Show that the matrix $B$ is positive definite without using the positive pivot and determinant test.

Question

I'm a little confused about definite matrices. We learned about $4$ different types of definite matrices: positive semidefinite, positive definite, negative semidefinite and negative semidefinite. In a positive semidefinite matrix we have that the scalar $x^TBx \geq 0$. In a positive definite matrix the scalar $x^TBx > 0$. The opposite is true for the negative matrices.

Let's take the example of a $3 \times 3$ matrix $B = \left(\begin{array}{ccc} 25 & 15 & -5 \\ 15 & 18 & 0 \\ -5 & 0 & 11 \\ \end{array}\right)$. To check if $B$ is a positive definite matrix we can see if $x^TBx > 0$.
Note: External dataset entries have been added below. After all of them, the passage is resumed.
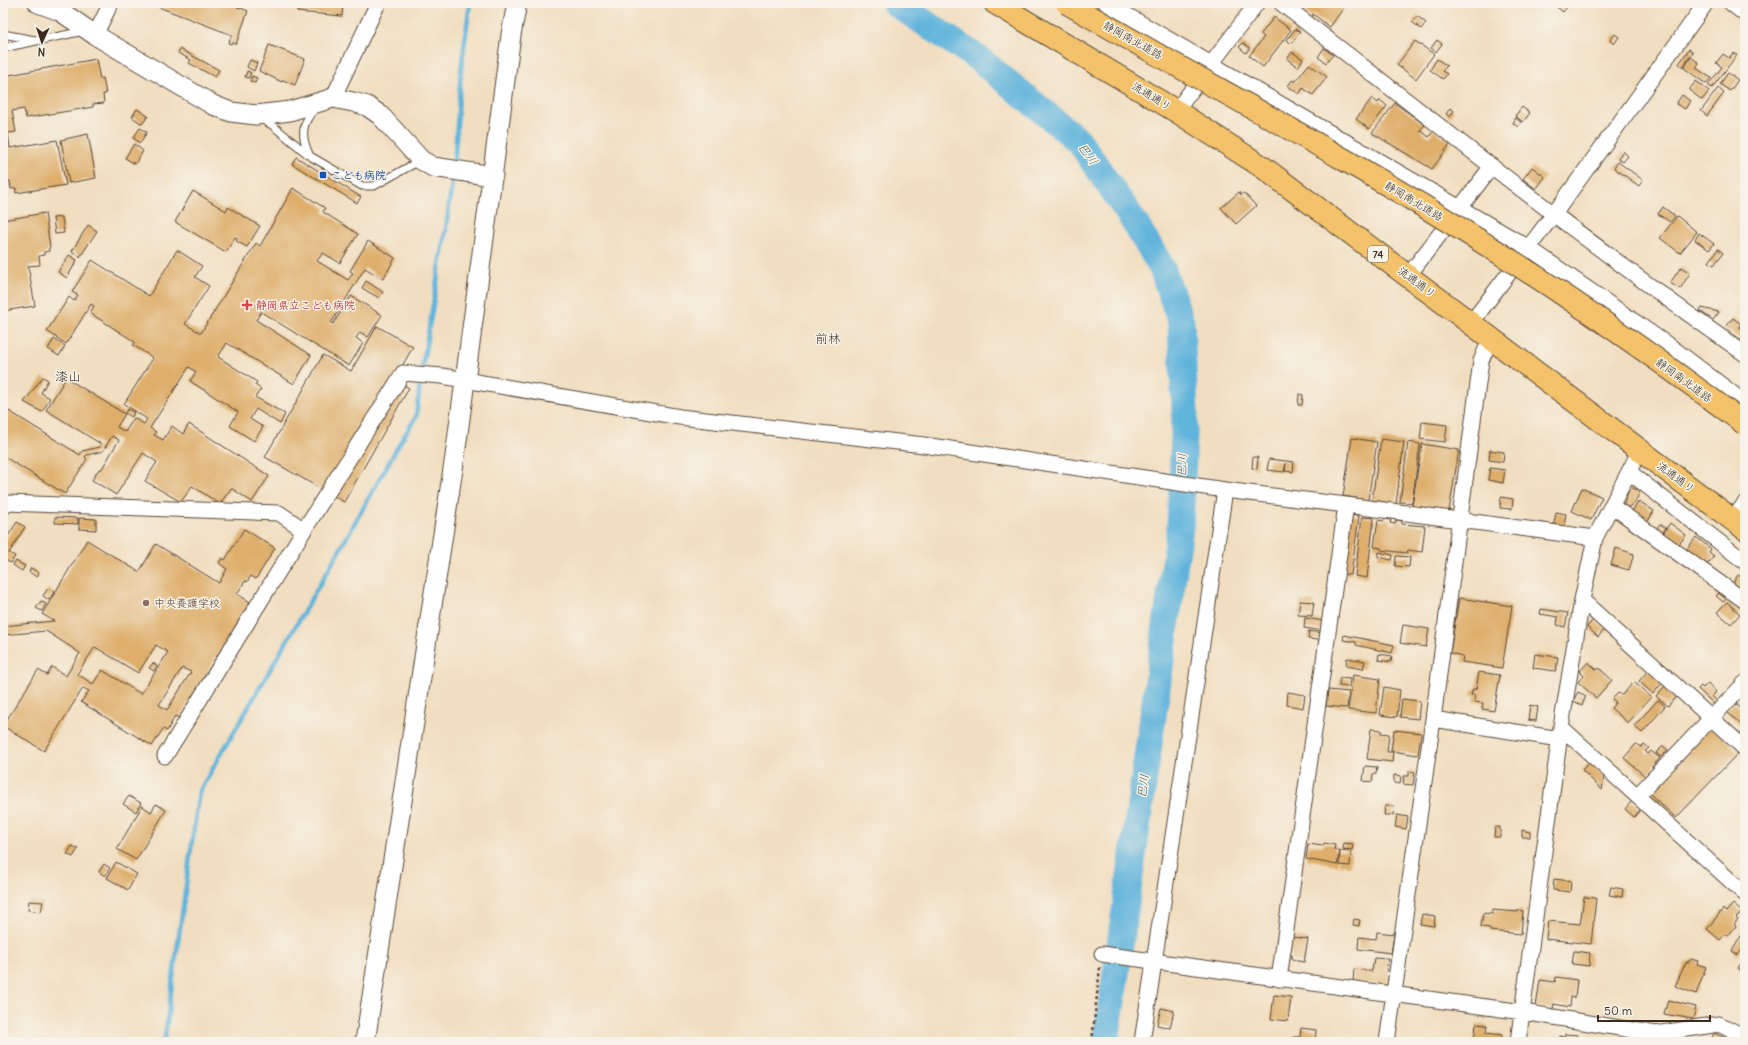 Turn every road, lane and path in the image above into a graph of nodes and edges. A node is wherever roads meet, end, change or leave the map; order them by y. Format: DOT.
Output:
graph roads {
  1 [pos="38,3"];
  2 [pos="111,3"];
  3 [pos="378,3"];
  4 [pos="517,3"];
  5 [pos="995,3"];
  6 [pos="1068,3"];
  7 [pos="1083,3"];
  8 [pos="1106,3"];
  9 [pos="1257,3"];
  10 [pos="1281,3"];
  11 [pos="1706,3"];
  12 [pos="1731,3"];
  13 [pos="1745,14"];
  14 [pos="92,32"];
  15 [pos="3,34"];
  16 [pos="39,41"];
  17 [pos="3,48"];
  18 [pos="1211,64"];
  19 [pos="327,100"];
  20 [pos="1176,111"];
  21 [pos="256,115"];
  22 [pos="310,156"];
  23 [pos="427,164"];
  24 [pos="1492,166"];
  25 [pos="493,176"];
  26 [pos="1461,208"];
  27 [pos="1554,214"];
  28 [pos="1529,248"];
  29 [pos="1408,276"];
  30 [pos="1470,323"];
  31 [pos="1491,337"];
  32 [pos="1745,354"];
  33 [pos="465,380"];
  34 [pos="1745,403"];
  35 [pos="1745,414"];
  36 [pos="1745,424"];
  37 [pos="1640,450"];
  38 [pos="1629,472"];
  39 [pos="1225,490"];
  40 [pos="1346,505"];
  41 [pos="1612,506"];
  42 [pos="3,508"];
  43 [pos="1741,517"];
  44 [pos="1460,520"];
  45 [pos="304,530"];
  46 [pos="1595,538"];
  47 [pos="1745,562"];
  48 [pos="1582,600"];
  49 [pos="1745,601"];
  50 [pos="1745,683"];
  51 [pos="1712,718"];
  52 [pos="1433,719"];
  53 [pos="1561,733"];
  54 [pos="1745,749"];
  55 [pos="165,756"];
  56 [pos="1637,796"];
  57 [pos="1745,894"];
  58 [pos="1102,954"];
  59 [pos="1155,962"];
  60 [pos="1279,979"];
  61 [pos="1393,995"];
  62 [pos="1523,1012"];
  63 [pos="1745,1037"];
  64 [pos="365,1042"];
  65 [pos="1092,1042"];
  66 [pos="1142,1042"];
  67 [pos="1387,1042"];
  68 [pos="1518,1042"];
  1 -- 14 [label="street"];
  2 -- 14 [label="street"];
  3 -- 19 [label="street"];
  4 -- 25 [label="street"];
  5 -- 20 [label="main road, 流通通り / 74"];
  6 -- 36 [label="main road, 静岡南北道路, bridge"];
  7 -- 35 [label="main road, 静岡南北道路"];
  8 -- 18 [label="street"];
  9 -- 18 [label="street"];
  10 -- 24 [label="street"];
  11 -- 27 [label="street"];
  12 -- 13 [label="street"];
  14 -- 16 [label="lane"];
  14 -- 21 [label="street"];
  15 -- 16 [label="lane"];
  16 -- 17 [label="lane"];
  18 -- 20 [label="street"];
  18 -- 26 [label="street"];
  19 -- 21 [label="street"];
  19 -- 22 [label="lane"];
  19 -- 23 [label="street"];
  20 -- 29 [label="main road, 流通通り / 74"];
  21 -- 22 [label="lane"];
  22 -- 23 [label="lane"];
  23 -- 25 [label="street"];
  24 -- 26 [label="street"];
  24 -- 27 [label="street"];
  25 -- 33 [label="street"];
  26 -- 28 [label="street"];
  26 -- 29 [label="street"];
  27 -- 28 [label="street"];
  27 -- 32 [label="street"];
  28 -- 30 [label="street"];
  28 -- 34 [label="street"];
  29 -- 30 [label="main road, 流通通り / 74"];
  30 -- 31 [label="main road, 流通通り / 74"];
  31 -- 37 [label="main road, 流通通り / 74"];
  31 -- 44 [label="street"];
  33 -- 39 [label="street"];
  33 -- 45 [label="street"];
  33 -- 64 [label="street"];
  37 -- 38 [label="street"];
  37 -- 43 [label="main road, 流通通り / 74"];
  38 -- 41 [label="street"];
  38 -- 47 [label="street"];
  39 -- 40 [label="street"];
  39 -- 59 [label="street"];
  40 -- 44 [label="street"];
  40 -- 60 [label="street"];
  41 -- 46 [label="street"];
  41 -- 49 [label="street"];
  42 -- 45 [label="street"];
  44 -- 46 [label="street"];
  44 -- 52 [label="street"];
  45 -- 55 [label="street"];
  46 -- 48 [label="street"];
  48 -- 51 [label="street"];
  48 -- 53 [label="street"];
  50 -- 51 [label="street"];
  51 -- 54 [label="street"];
  51 -- 56 [label="street"];
  52 -- 53 [label="street"];
  52 -- 61 [label="street"];
  53 -- 56 [label="street"];
  53 -- 62 [label="street"];
  56 -- 57 [label="street"];
  58 -- 59 [label="street"];
  58 -- 65 [label="path"];
  59 -- 60 [label="street"];
  59 -- 66 [label="street"];
  60 -- 61 [label="street"];
  61 -- 62 [label="street"];
  61 -- 67 [label="street"];
  62 -- 63 [label="street"];
  62 -- 68 [label="street"];
}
$$x^TBx = \left(\begin{array}{ccc} a & b & c \\ \end{array}\right) \cdot \left(\begin{array}{c} 25 & 15 & -5 \\ 15 & 18 & 0 \\ -5 & 0 & 11 \\ \end{array}\right) \cdot \left(\begin{array}{ccc} a \\ b \\ c \\ \end{array}\right)= 25a^2+30ab-10ac+18b^2+11c^2$$

How can I continue on from here? I know $B$ is positive definite because after using the Gauß Elimination technique all the pivot values are greater than $0$ and all upper-left sub-matrices are also positive. I'm just trying to see how the original version works.

Answer 1

$$ 25a^2+30ab-10ac+18b^2+11c^2 =\\ 25(1-\frac 12 -\frac 1{11}) a^2 + (\frac 5{\sqrt 2}a + 3\sqrt 2 b )^2 + (\frac 5{\sqrt {11}}a - \sqrt{11}c)^2> 0 $$

Answer 2

The easiest way (in my opinion) to see that the matrix is positive definite is to check two things: is the matrix symmetric (yes and easily checkable) and are all the eigenvalues positive (yes, but less obvious).
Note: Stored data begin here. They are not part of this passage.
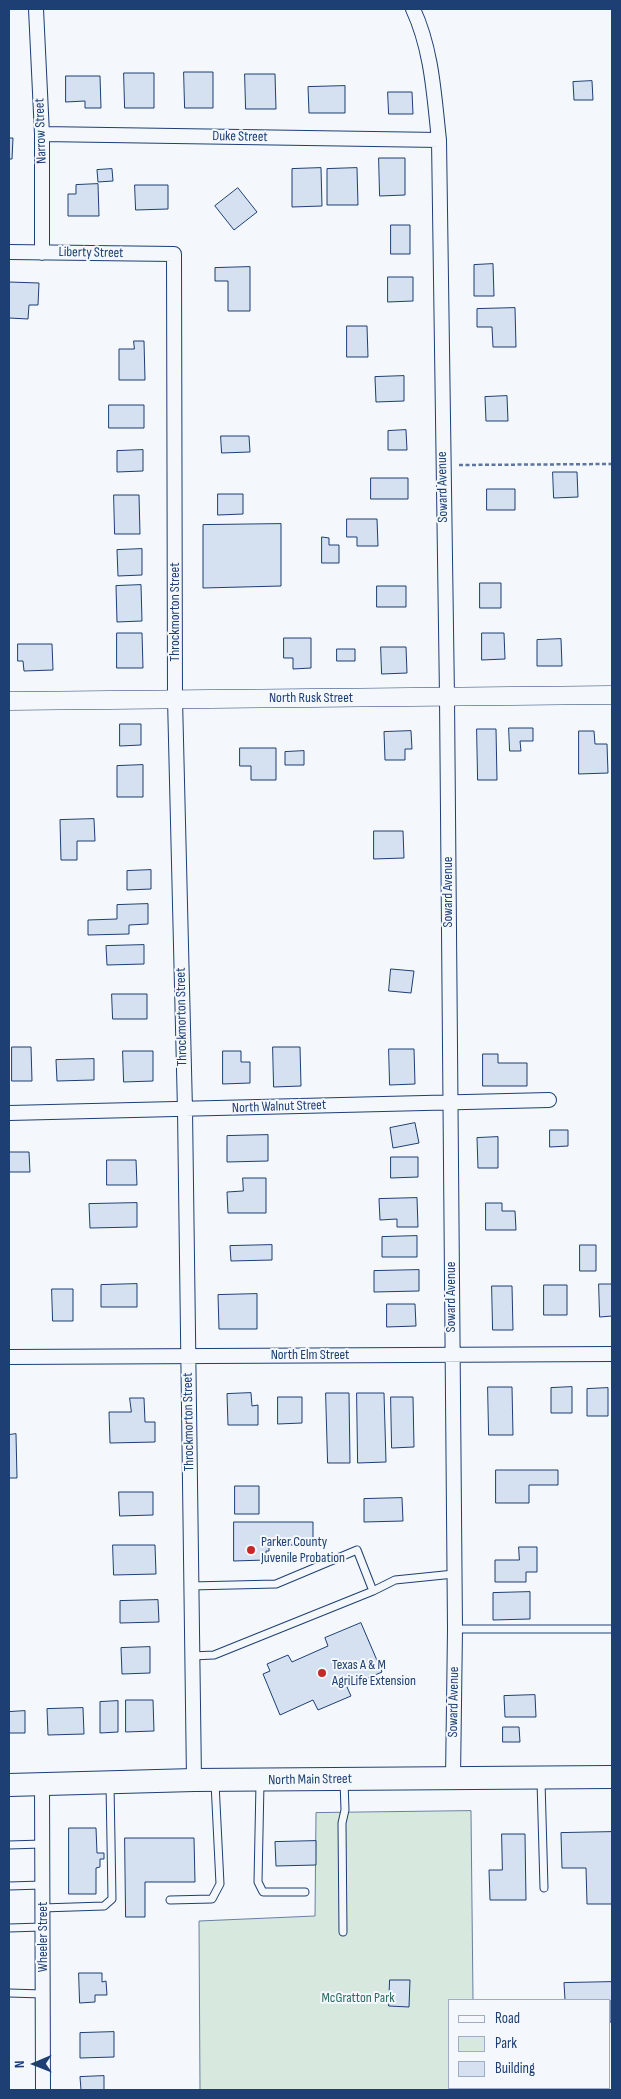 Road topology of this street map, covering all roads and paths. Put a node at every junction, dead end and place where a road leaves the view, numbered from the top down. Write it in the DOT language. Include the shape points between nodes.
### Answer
graph roads {
  1 [pos="36,9"];
  2 [pos="413,9"];
  3 [pos="42,134"];
  4 [pos="439,140"];
  5 [pos="9,252"];
  6 [pos="42,253"];
  7 [pos="174,254"];
  8 [pos="612,464"];
  9 [pos="443,465"];
  10 [pos="612,695"];
  11 [pos="447,697"];
  12 [pos="175,699"];
  13 [pos="9,701"];
  14 [pos="548,1100"];
  15 [pos="450,1102"];
  16 [pos="185,1110"];
  17 [pos="9,1113"];
  18 [pos="612,1354"];
  19 [pos="189,1355"];
  20 [pos="451,1355"];
  21 [pos="9,1357"];
  22 [pos="454,1574"];
  23 [pos="191,1586"];
  24 [pos="374,1591"];
  25 [pos="455,1629"];
  26 [pos="612,1629"];
  27 [pos="192,1656"];
  28 [pos="612,1777"];
  29 [pos="453,1778"];
  30 [pos="541,1778"];
  31 [pos="344,1779"];
  32 [pos="204,1780"];
  33 [pos="260,1780"];
  34 [pos="110,1782"];
  35 [pos="9,1784"];
  36 [pos="42,1784"];
  37 [pos="42,1844"];
  38 [pos="9,1845"];
  39 [pos="42,1885"];
  40 [pos="9,1886"];
  41 [pos="544,1888"];
  42 [pos="305,1892"];
  43 [pos="170,1900"];
  44 [pos="42,1908"];
  45 [pos="42,1926"];
  46 [pos="9,1928"];
  47 [pos="343,1932"];
  48 [pos="9,1993"];
  49 [pos="43,1994"];
  50 [pos="43,2090"];
  1 -- 3 [label="street, Narrow Street"];
  2 -- 4 [label="street, Soward Avenue" via="431,64"];
  3 -- 4 [label="street, Duke Street"];
  3 -- 6 [label="street, Narrow Street"];
  4 -- 9 [label="street, Soward Avenue"];
  5 -- 6 [label="street, Liberty Street"];
  6 -- 7 [label="street, Liberty Street"];
  7 -- 12 [label="street, Throckmorton Street"];
  8 -- 9 [label="path"];
  9 -- 11 [label="street, Soward Avenue"];
  10 -- 11 [label="street, North Rusk Street"];
  11 -- 12 [label="street, North Rusk Street"];
  11 -- 15 [label="street, Soward Avenue"];
  12 -- 13 [label="street, North Rusk Street"];
  12 -- 16 [label="street, Throckmorton Street"];
  14 -- 15 [label="street, North Walnut Street"];
  15 -- 16 [label="street, North Walnut Street"];
  15 -- 20 [label="street, Soward Avenue"];
  16 -- 17 [label="street, North Walnut Street"];
  16 -- 19 [label="street, Throckmorton Street"];
  18 -- 20 [label="street, North Elm Street"];
  19 -- 20 [label="street, North Elm Street"];
  19 -- 21 [label="street, North Elm Street"];
  19 -- 23 [label="street, Throckmorton Street"];
  20 -- 22 [label="street, Soward Avenue"];
  22 -- 24 [label="lane" via="395,1580"];
  22 -- 25 [label="street, Soward Avenue"];
  23 -- 24 [label="lane" via="276,1584 357,1550"];
  23 -- 27 [label="street, Throckmorton Street"];
  24 -- 27 [label="lane" via="214,1655"];
  25 -- 26 [label="lane"];
  25 -- 29 [label="street, Soward Avenue"];
  27 -- 32 [label="street, Throckmorton Street"];
  28 -- 30 [label="main road, North Main Street"];
  29 -- 30 [label="main road, North Main Street"];
  29 -- 31 [label="main road, North Main Street"];
  30 -- 41 [label="lane"];
  31 -- 33 [label="main road, North Main Street"];
  31 -- 47 [label="lane"];
  32 -- 33 [label="main road, North Main Street"];
  32 -- 34 [label="main road, North Main Street"];
  32 -- 43 [label="lane" via="220,1884 212,1898"];
  33 -- 42 [label="lane" via="258,1882 262,1892"];
  34 -- 36 [label="main road, North Main Street"];
  34 -- 44 [label="lane" via="112,1899 104,1906"];
  35 -- 36 [label="main road, North Main Street"];
  36 -- 37 [label="street, Wheeler Street"];
  37 -- 38 [label="lane"];
  37 -- 39 [label="street, Wheeler Street"];
  39 -- 40 [label="lane"];
  39 -- 44 [label="street, Wheeler Street"];
  44 -- 45 [label="street, Wheeler Street"];
  45 -- 46 [label="lane"];
  45 -- 49 [label="street, Wheeler Street"];
  48 -- 49 [label="lane"];
  49 -- 50 [label="street, Wheeler Street"];
}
You can quickly see that the eigenvalues are all positive using the Gershgorin circle theorem (https://en.wikipedia.org/wiki/Gershgorin_circle_theorem). In short, all the eigenvalues (for your matrix) live in (at least) one of the balls: $B(25, 20)$ (ball centered at 25 of radius 20), $B(18, 15)$, and $B(11, 5)$. All of those balls are strictly positive, so all your eigenvalues are positive.

Symmetry combined with all positive eigenvalues implies positive definite.

Answer 3

Here is an expanded proof that the form is positive definite using Gaussian elimination. Using simultaneous row-and-column operations, we have $$ \pmatrix{25 & 15 & -5 \\ 15 & 18 & 0 \\ -5 & 0 & 11} \leadsto \pmatrix{25&0&-5\\0&9&3\\-5 & 3 & 12 } \leadsto \pmatrix{25&0&0\\0&9&3\\0 & 3 & 12 } \leadsto \pmatrix{25&0&0\\0&9&0\\0&0&11}. $$ So, the matrix is positive definite. But why does this method work? The key is to see that every row-reduction step corresponds to grouping variables to remove coefficients.
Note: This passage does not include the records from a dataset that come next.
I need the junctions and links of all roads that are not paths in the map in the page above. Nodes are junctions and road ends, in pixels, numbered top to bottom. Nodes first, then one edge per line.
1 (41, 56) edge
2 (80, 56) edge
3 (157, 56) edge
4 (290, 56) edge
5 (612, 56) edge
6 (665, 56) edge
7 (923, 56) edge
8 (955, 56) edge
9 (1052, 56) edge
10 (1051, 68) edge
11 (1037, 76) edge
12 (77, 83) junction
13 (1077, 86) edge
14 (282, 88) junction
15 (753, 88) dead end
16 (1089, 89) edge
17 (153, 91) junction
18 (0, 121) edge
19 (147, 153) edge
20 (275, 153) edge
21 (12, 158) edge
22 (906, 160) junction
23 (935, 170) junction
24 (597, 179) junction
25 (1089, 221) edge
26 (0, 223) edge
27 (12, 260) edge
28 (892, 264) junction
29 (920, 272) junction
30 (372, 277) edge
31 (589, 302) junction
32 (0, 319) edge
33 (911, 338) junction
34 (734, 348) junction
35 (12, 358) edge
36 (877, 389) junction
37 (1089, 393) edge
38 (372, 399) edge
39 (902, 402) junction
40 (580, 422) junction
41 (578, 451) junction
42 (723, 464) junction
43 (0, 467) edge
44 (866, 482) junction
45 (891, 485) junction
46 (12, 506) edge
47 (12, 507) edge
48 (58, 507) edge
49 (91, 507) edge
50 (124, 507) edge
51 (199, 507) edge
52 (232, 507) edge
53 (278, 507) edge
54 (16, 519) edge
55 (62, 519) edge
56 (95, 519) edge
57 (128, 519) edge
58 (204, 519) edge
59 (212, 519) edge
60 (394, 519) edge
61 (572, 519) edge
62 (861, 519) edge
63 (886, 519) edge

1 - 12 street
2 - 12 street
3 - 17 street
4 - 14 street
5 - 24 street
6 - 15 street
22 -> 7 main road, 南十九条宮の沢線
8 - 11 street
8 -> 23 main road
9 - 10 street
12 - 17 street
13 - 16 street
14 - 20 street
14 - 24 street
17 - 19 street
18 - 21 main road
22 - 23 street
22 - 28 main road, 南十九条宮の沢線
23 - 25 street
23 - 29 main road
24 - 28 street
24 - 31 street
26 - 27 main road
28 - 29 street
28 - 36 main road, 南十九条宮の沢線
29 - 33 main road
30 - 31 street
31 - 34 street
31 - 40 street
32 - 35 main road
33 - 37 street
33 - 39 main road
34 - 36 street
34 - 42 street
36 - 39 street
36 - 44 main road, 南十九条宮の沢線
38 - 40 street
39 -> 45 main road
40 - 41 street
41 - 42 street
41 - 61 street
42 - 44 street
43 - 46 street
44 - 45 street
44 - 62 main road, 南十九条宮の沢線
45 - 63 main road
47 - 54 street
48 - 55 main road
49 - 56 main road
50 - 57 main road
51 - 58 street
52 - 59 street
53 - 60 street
For instance, the elementary corresponding to the first step was $$ E = \pmatrix{1&0&0\\-3/5 & 1 & 0\\0 & 0 & 0}, $$ which is to say that $$ M_1 = \pmatrix{25&0&-5\\0&9&3\\-5 & 3 & 12 } = EBE^T. $$ We want to see why $B$ will be positive definite if and only if $B$ is positive definite. To that end, note that $$ M_1 = EBE^T \implies B = E^{-1}M_1E^{-T}. $$ Note that $$ E^{-T}x = \pmatrix{1&3/5&0\\0&1&0\\0&0&1}\pmatrix{a\\b\\c} = \pmatrix{a + 3b/5\\ b\\ c} $$ So, the quadratic form $$ Q(x) = x^TBx = x^TE^{-1}BE^{-T}x = (E^{-T}x)^TB (E^{-T}x) $$ can be written as $$ Q(x) = 25(a + 3b/5)^2 + 10(a + 3b/5)c + 18b^2 + 11c^2. $$ With that, we can see that if the quadratic form $$ x^TM_1x = 25a^2 + 10ac + 18b^2 + 11c^2 $$ is positive definite, then so is $Q(x)$. This connection is maintained until the final step, where we arrive that $M_3$ and the associated quadratic form $$ x^TM_3x = 25a^2 + 9b^2 + 11c. $$ Because this quadratic form was positive definite, so was the one associated with $M_2,M_1,$ and $B$.